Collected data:
[Start of section]

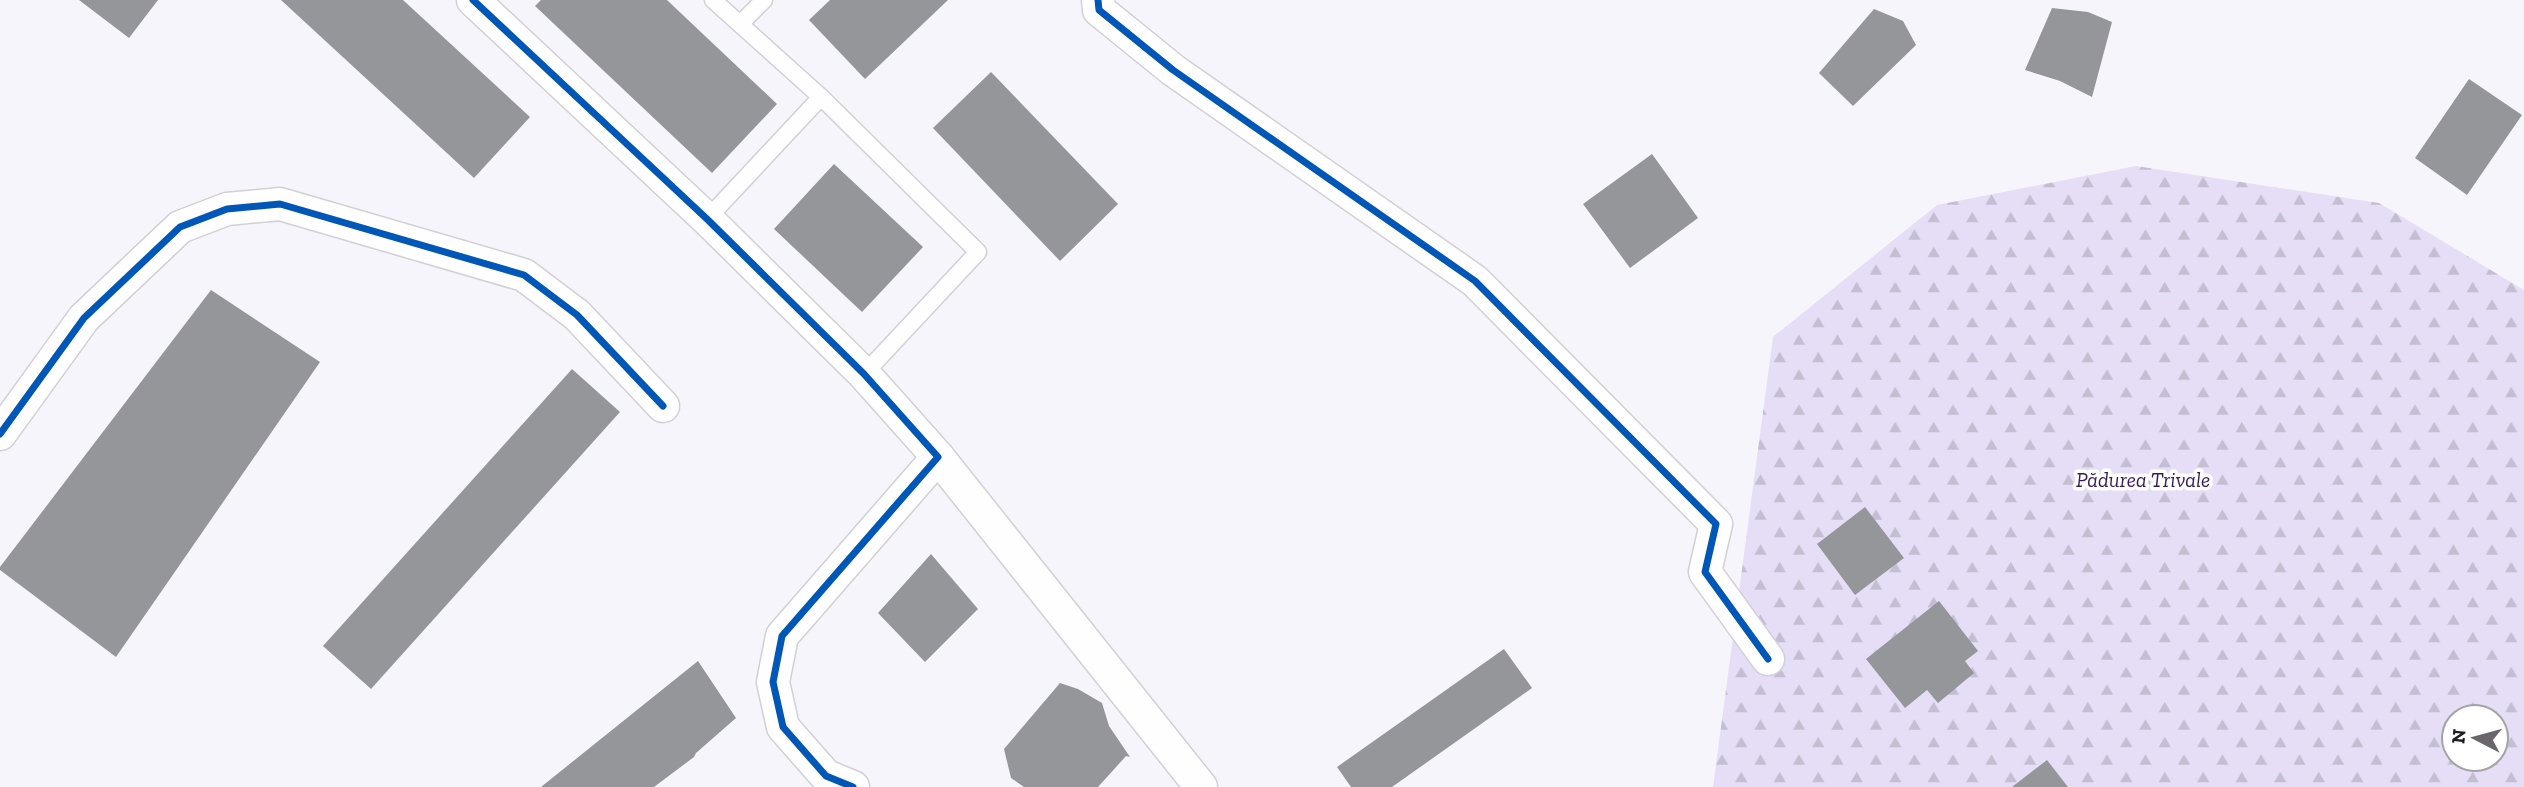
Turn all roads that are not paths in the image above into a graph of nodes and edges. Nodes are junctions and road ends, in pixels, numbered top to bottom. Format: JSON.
{"nodes":[{"id":1,"x":713,"y":0,"type":"edge"},
{"id":2,"x":764,"y":0,"type":"edge"},
{"id":3,"x":1098,"y":0,"type":"edge"},
{"id":4,"x":485,"y":4,"type":"edge"},
{"id":5,"x":740,"y":24,"type":"junction"},
{"id":6,"x":821,"y":97,"type":"junction"},
{"id":7,"x":707,"y":219,"type":"junction"},
{"id":8,"x":864,"y":374,"type":"junction"},
{"id":9,"x":663,"y":406,"type":"dead end"},
{"id":10,"x":0,"y":434,"type":"edge"},
{"id":11,"x":937,"y":457,"type":"junction"},
{"id":12,"x":1768,"y":659,"type":"dead end"},
{"id":13,"x":853,"y":787,"type":"edge"},
{"id":14,"x":1201,"y":787,"type":"edge"}],
"edges":[{"from":1,"to":5,"type":"lane"},
{"from":2,"to":5,"type":"lane"},
{"from":3,"to":12,"type":"street"},
{"from":4,"to":7,"type":"street"},
{"from":5,"to":6,"type":"lane"},
{"from":6,"to":7,"type":"lane"},
{"from":6,"to":8,"type":"lane"},
{"from":7,"to":8,"type":"street"},
{"from":8,"to":11,"type":"street"},
{"from":9,"to":10,"type":"street"},
{"from":11,"to":13,"type":"street"},
{"from":11,"to":14,"type":"street"}]}
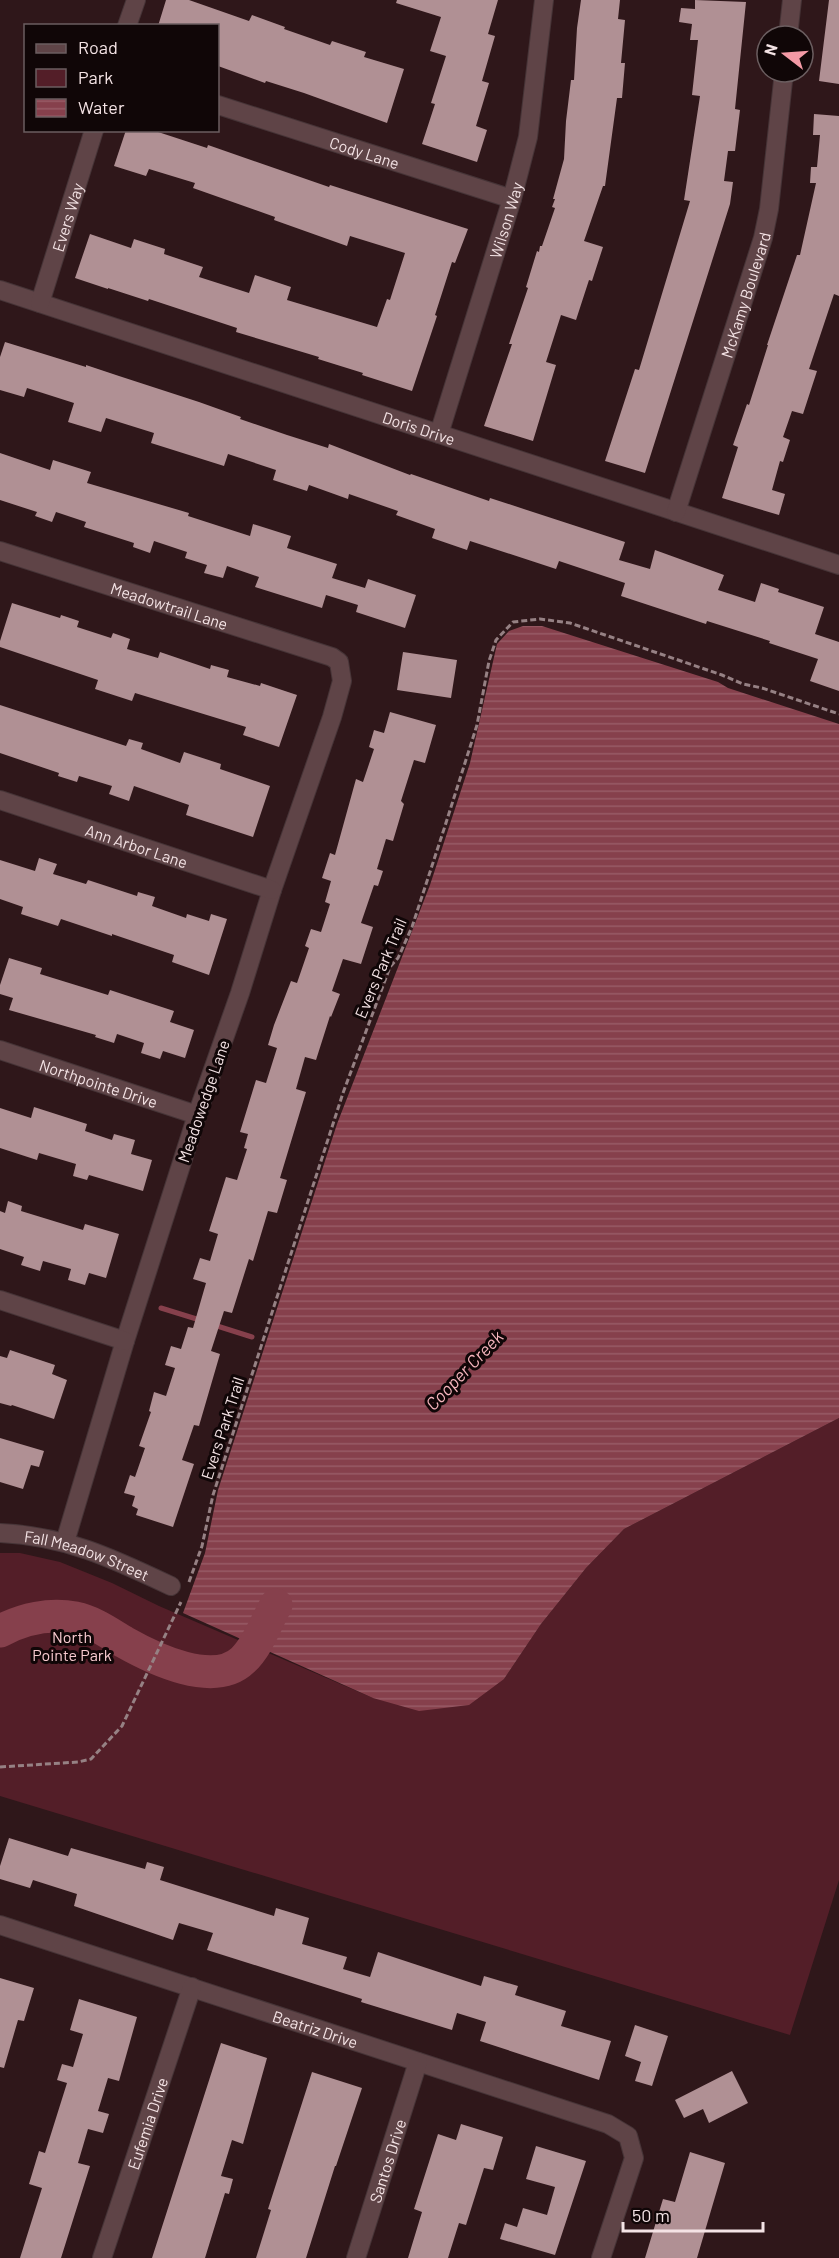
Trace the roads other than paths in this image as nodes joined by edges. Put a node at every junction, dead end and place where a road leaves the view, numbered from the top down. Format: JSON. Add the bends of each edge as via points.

[End of section]

=== What the task requires ===
Images stay out; the entries above are to be printed exactly.

=== Reply to the task ===
Turn all roads that are not paths in the image above into a graph of nodes and edges. Nodes are junctions and road ends, in pixels, numbered top to bottom. Format: JSON.
{"nodes":[{"id":1,"x":713,"y":0,"type":"edge"},
{"id":2,"x":764,"y":0,"type":"edge"},
{"id":3,"x":1098,"y":0,"type":"edge"},
{"id":4,"x":485,"y":4,"type":"edge"},
{"id":5,"x":740,"y":24,"type":"junction"},
{"id":6,"x":821,"y":97,"type":"junction"},
{"id":7,"x":707,"y":219,"type":"junction"},
{"id":8,"x":864,"y":374,"type":"junction"},
{"id":9,"x":663,"y":406,"type":"dead end"},
{"id":10,"x":0,"y":434,"type":"edge"},
{"id":11,"x":937,"y":457,"type":"junction"},
{"id":12,"x":1768,"y":659,"type":"dead end"},
{"id":13,"x":853,"y":787,"type":"edge"},
{"id":14,"x":1201,"y":787,"type":"edge"}],
"edges":[{"from":1,"to":5,"type":"lane"},
{"from":2,"to":5,"type":"lane"},
{"from":3,"to":12,"type":"street"},
{"from":4,"to":7,"type":"street"},
{"from":5,"to":6,"type":"lane"},
{"from":6,"to":7,"type":"lane"},
{"from":6,"to":8,"type":"lane"},
{"from":7,"to":8,"type":"street"},
{"from":8,"to":11,"type":"street"},
{"from":9,"to":10,"type":"street"},
{"from":11,"to":13,"type":"street"},
{"from":11,"to":14,"type":"street"}]}
Trace the roads other than paths in this image as nodes joined by edges. Put a node at every junction, dead end and place where a road leaves the view, numbered from the top down. Format: JSON. Add the bends of each edge as via points.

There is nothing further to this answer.